Archeology Boom

July 14, 1971

Report Outline
Wide Range of Recent Discoveries
Development of Archeological Research
Aims and Methods of Modern Archeology

Wide Range of Recent Discoveries

Surging Interest in Archeology on All Continents

A jawbone fragment discovered in Africa indicates that man-like creatures existed a million and a half years earlier than previously supposed. In France, man's earliest known habitation, a temporary hunting camp 300,000 years old, has been unearthed. In Israel, archeologists have uncovered the first physical evidence of Roman crucifixions. In Egypt, an ancient shrine visited by Queen Cleopatra has been discovered. In Greece, the court where Socrates was tried and condemned to death has been found. These are only a few of many dramatic archeological finds in recent years.

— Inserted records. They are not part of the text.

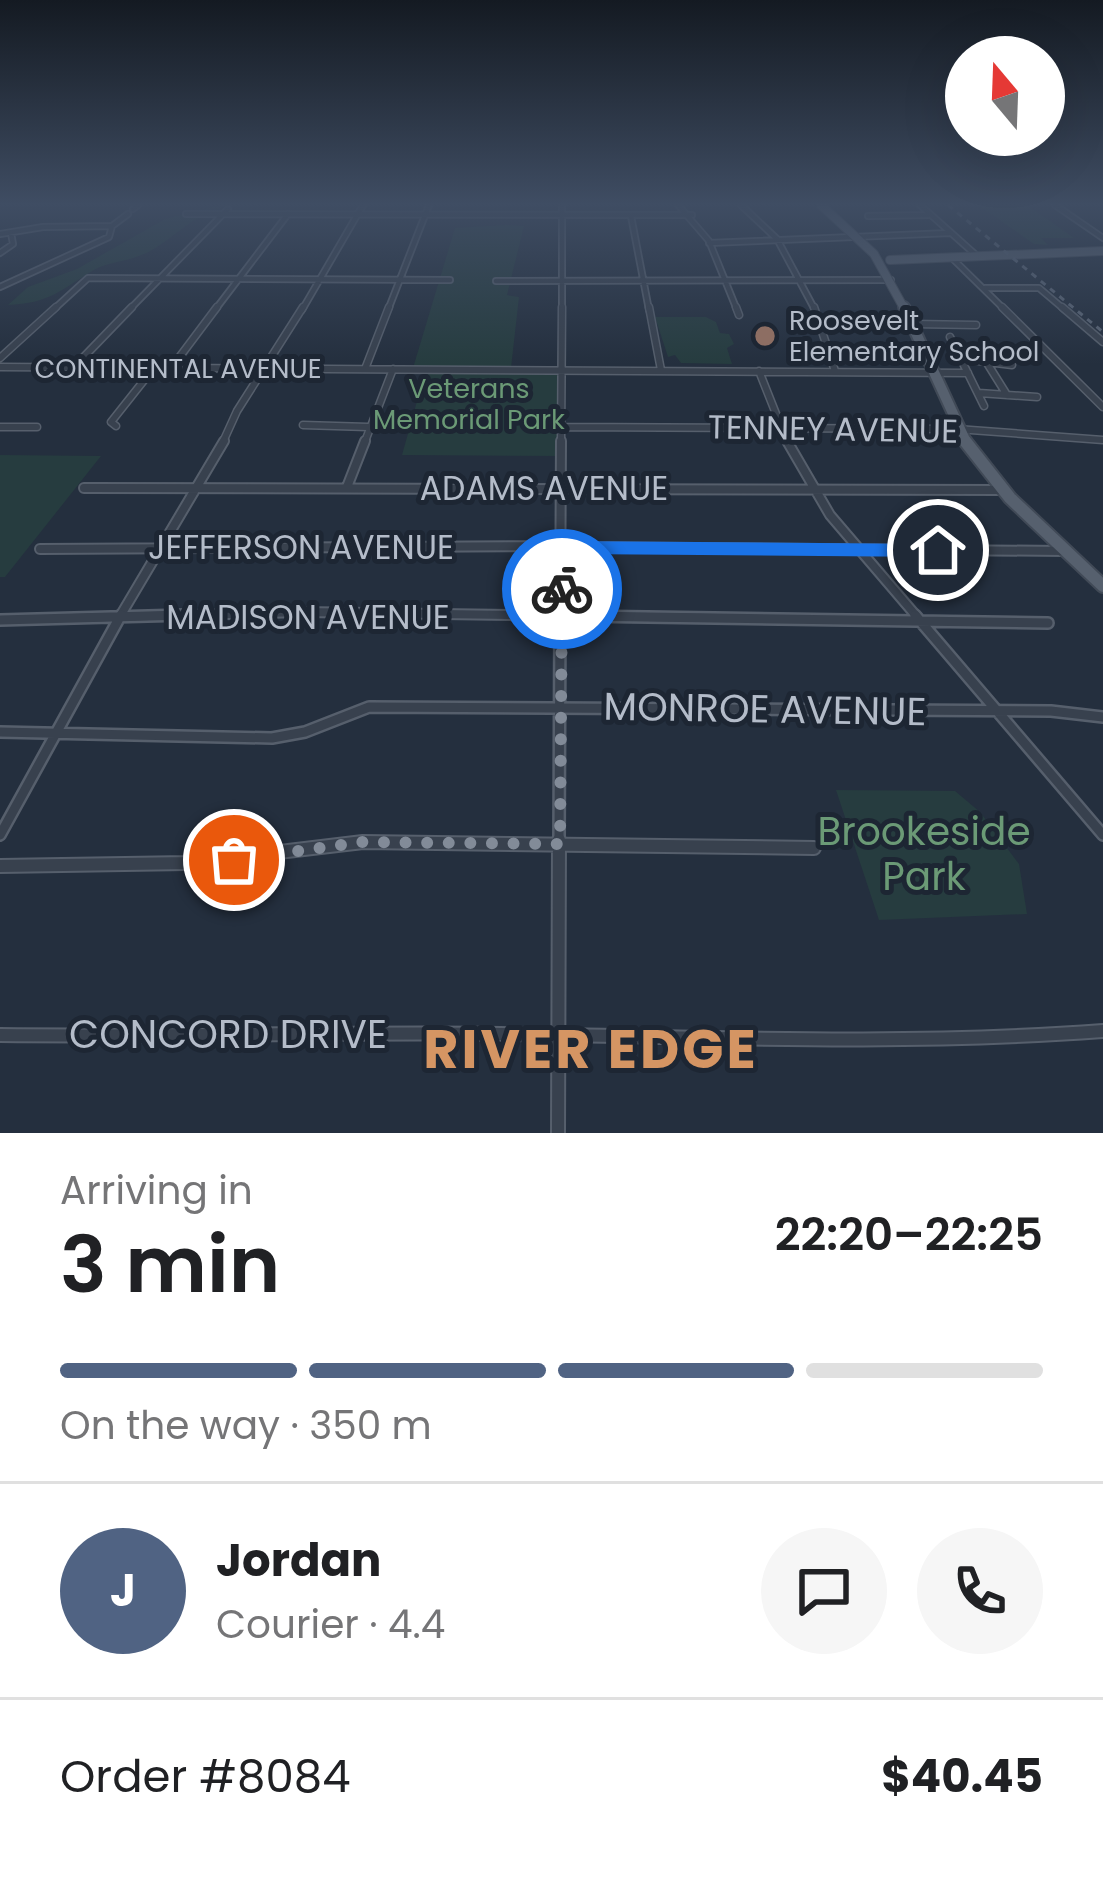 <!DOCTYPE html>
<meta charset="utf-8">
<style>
body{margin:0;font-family:Poppins,sans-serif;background:#f6f6f6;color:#202124;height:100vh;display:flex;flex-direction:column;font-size:45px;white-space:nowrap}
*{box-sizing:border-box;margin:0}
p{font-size:39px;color:#757577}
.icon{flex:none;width:66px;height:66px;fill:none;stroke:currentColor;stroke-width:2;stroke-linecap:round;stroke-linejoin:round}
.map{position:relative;height:1133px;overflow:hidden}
.drawer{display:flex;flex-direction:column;background:#fff;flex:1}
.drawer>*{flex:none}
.needle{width:78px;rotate:341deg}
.fabs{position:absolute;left:945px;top:36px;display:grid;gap:24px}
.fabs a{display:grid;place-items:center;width:120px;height:120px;border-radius:50%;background:#fff;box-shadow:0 12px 48px #0002;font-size:60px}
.pin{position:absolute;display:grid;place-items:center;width:102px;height:102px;color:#fff;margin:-51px;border:6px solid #fff;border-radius:50%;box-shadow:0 3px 12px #0007}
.courier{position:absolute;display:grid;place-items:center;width:120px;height:120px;margin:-60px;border:9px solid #1a73e8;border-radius:50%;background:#fff;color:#222;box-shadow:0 3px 15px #0007}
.overview em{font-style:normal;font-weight:600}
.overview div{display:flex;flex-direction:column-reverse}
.overview{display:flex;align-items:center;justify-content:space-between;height:204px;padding:0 60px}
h1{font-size:78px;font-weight:600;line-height:90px}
.bar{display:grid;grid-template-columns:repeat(4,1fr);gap:18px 12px;align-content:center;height:144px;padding:0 60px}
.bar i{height:15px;border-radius:9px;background:#e0e0e0}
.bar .active{background:#506383}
.bar p{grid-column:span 4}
.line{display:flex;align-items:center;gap:30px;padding:0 60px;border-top:3px solid #e0e0e0}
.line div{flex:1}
.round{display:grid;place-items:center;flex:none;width:126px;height:126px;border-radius:63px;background:#f6f6f6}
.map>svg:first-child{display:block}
</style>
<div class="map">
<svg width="1103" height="1133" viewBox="0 0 1103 1133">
<rect width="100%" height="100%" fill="#242f3e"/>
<!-- green -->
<path fill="#263c3f" d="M221 205H229C185 217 170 245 139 256 124 262 108 262 94 270 59 291 50 303 8 305L28 287 77 269 165 219Z
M978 205H1027L1074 238H1041L1048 245 1034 244Z
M507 225 524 226 507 295 519 297 511 368 561 369 562 456 402 455 426 369 413 368 455 228Z
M655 317H706L716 322 720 333 729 334 734 344 727 348 732 364 681 363 675 355 668 357Z
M0 455 101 456 5 577H0Z
M836 790 955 791 980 812 1019 864 1027 914 879 920Z"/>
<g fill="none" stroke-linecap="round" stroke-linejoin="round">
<!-- street-far4 casing -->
<g stroke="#565f6c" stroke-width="8">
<path id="street-far4" d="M678 205 709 241 737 310
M741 205 777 239 815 310
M920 205 977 256
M1055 205 1103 238
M133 209 138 205
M186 214 692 215
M631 216 649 310
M868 216 929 215
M0 234 43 227 112 226
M709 243 950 233
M0 253 13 244 11 233
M951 257 1005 310
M496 281 891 280
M0 287 109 237 112 226 128 214
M985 288H1039L1065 310
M53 310 88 278 450 280
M129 310 228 209
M215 310 288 214
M302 310 363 205
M388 310 429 205
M562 310V205"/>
</g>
<!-- street-far3 casing -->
<g stroke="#565f6c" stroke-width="9">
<path id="street-far3" d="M649 307 661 370
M736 307 739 315
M814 307 835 371
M1002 307 1103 407
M1062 307 1103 342
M913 324 976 325
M950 337 984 406
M0 358 56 307
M963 359 1012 365
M987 363 1007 395
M75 366 132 307
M0 367 968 373
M172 367 217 307
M365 369 389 307
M759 371 788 444
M979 393 1037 397
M303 425 368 427
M116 426 111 422 153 369
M0 427H37
M563 427 957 429 1103 440
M222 444 237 411 303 307
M364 444 393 369
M561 444 562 307"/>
</g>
<!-- street-far2 casing -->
<g stroke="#565f6c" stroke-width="12">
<path id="street-far2" d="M787 441 830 515 918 618
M347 487 365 441
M84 488 1003 490
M562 547 1064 551
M40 549 562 546
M72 618 303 612 717 618
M119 618 224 441
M560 618 561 441"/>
</g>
<!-- street-far1 casing -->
<g stroke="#565f6c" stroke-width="14">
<path id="street-far1" d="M514 615 1048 623
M915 615 1103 835
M0 620 185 615
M0 732 272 738 305 732 369 707 1051 711 1103 717
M0 835 121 615
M354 843H447
M559 843 560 615"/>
</g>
<!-- street casing -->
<g stroke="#565f6c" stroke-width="16">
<path id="street" d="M0 866 187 863 363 842 814 848
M0 1035C167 1037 334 1032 501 1034 702 1037 903 1046 1103 1031
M558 1133 559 840"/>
</g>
<!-- primary-far2 casing -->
<g stroke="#414a57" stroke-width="10">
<path id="primary-far2" d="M821 205 874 254 905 310
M890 260 1103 251"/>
</g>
<!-- primary-far1 casing -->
<g stroke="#414a57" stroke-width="14">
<path id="primary-far1" d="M904 307 967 444"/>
</g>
<!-- primary casing -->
<g stroke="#414a57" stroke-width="16">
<path id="primary" d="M965 441 1010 498 1103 586"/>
</g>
<!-- street-far4 -->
<use href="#street-far4" stroke="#38414e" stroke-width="4.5"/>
<!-- street-far3 -->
<use href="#street-far3" stroke="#38414e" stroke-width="6"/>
<!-- street-far2 -->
<use href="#street-far2" stroke="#38414e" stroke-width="8"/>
<!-- street-far1 -->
<use href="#street-far1" stroke="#38414e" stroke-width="9"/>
<!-- street -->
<use href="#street" stroke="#38414e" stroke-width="12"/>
<!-- primary-far2 -->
<use href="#primary-far2" stroke="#56606e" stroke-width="8"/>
<!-- primary-far1 -->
<use href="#primary-far1" stroke="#56606e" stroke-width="10"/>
<!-- primary -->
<use href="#primary" stroke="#56606e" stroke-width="12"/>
<!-- rail -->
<path stroke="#5a6575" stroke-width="3" stroke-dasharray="6 6" stroke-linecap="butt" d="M948 205 1103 332"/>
</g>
<!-- sky -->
<linearGradient id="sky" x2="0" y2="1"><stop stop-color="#141a22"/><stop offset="0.56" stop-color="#3f4d63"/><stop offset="1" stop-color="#3f4d63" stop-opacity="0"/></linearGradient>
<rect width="1103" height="364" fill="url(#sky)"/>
<!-- route -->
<path fill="#1a73e8" d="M562 541 938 544 947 550 938 557 572 554V589L562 596 552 589 553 548Z"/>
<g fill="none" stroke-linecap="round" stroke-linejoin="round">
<!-- done -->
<path stroke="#828b98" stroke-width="12" stroke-dasharray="0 21.6" d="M234 860 363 842 560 844 562 589"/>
</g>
<!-- markers -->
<circle fill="#8d6e63" stroke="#1d2633" stroke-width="4.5" cx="765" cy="336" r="12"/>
<g text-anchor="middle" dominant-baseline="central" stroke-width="10" stroke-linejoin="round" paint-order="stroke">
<!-- far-poi labels -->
<g font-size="27" fill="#b4bcc9" stroke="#1d2633" text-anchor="start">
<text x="789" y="320">Roosevelt<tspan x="789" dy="31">Elementary School</tspan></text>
</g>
<!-- far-street labels -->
<g font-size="27" fill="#b4bcc9" stroke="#1d2633">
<text x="178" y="368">CONTINENTAL AVENUE</text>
</g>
<!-- far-park labels -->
<g font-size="27" fill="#6b9a76" stroke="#1d2633">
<text x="469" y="388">Veterans<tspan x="469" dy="31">Memorial Park</tspan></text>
</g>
<!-- street labels -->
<g font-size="33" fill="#b4bcc9" stroke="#1d2633">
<text transform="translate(833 429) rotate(1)">TENNEY AVENUE</text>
<text x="544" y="488">ADAMS AVENUE</text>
<text x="301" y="547">JEFFERSON AVENUE</text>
<text x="308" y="617">MADISON AVENUE</text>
</g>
<!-- near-street labels -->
<g font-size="39" fill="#b4bcc9" stroke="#1d2633">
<text transform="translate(765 709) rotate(1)">MONROE AVENUE</text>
<text x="228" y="1034">CONCORD DRIVE</text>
</g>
<!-- near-park labels -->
<g font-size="39" fill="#6b9a76" stroke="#1d2633">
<text x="924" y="831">Brookeside<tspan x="924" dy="45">Park</tspan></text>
</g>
<!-- near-district labels -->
<g font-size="54" font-weight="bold" letter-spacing="3" fill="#d59563" stroke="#1d2633">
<text x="591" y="1049">RIVER EDGE</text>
</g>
</g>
</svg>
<div class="fabs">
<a><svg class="needle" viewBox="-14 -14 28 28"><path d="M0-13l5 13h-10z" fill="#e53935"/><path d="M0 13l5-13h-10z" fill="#757577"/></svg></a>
</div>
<div class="pin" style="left:234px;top:860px;background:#ea580c"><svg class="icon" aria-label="bag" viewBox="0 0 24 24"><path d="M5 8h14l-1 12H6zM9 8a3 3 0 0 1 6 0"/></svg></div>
<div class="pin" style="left:938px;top:550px;background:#1f2937"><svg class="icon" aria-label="home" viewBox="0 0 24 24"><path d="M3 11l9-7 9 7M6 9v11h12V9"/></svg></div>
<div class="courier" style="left:562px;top:589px"><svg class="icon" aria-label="bike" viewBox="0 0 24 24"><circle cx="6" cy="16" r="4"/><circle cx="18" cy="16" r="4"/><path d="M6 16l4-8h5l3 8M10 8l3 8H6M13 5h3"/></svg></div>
</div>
<section class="drawer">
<div class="overview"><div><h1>3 min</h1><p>Arriving in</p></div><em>22:20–22:25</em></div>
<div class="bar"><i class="active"></i><i class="active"></i><i class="active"></i><i></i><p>On the way · 350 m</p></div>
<div class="line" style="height:216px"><b class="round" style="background:#506383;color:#fff">J</b><div><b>Jordan</b><p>Courier · 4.4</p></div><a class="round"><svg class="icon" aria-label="chat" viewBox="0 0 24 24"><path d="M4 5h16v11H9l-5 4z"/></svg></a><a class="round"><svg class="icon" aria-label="phone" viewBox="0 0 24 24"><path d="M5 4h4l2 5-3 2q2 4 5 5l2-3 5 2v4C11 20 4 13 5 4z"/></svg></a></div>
<div class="line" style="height:156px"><div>Order #8084</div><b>$40.45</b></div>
</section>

New knowledge of the distant past is thus being unearthed on an unprecedented scale. The tempo of activity reflects the surging interest in archeology as a basic tool in man's quest for self-understanding. From artifacts and fossils, he is trying to piece together a portrait of his ancestry from the dim recesses of prehistory. His painstaking efforts also shed further light on events that have taken place since the dawn of recorded history.

Recent discoveries and new thinking about old ones are beginning to challenge many hallowed concepts—including those concerning the origins of man, the birth of civilization and the migration of ancient man from the Old World to the New. The vast and constantly growing body of archeological knowledge has led to specialization of a high order. Archeologists draw heavily on the physical sciences, including biology, physics, computer technology and zoology, in their work. The influx of new methods, while placing great demands on scholarship in the study of ancient artifacts, has helped to whet the interest of a rising generation of scholars.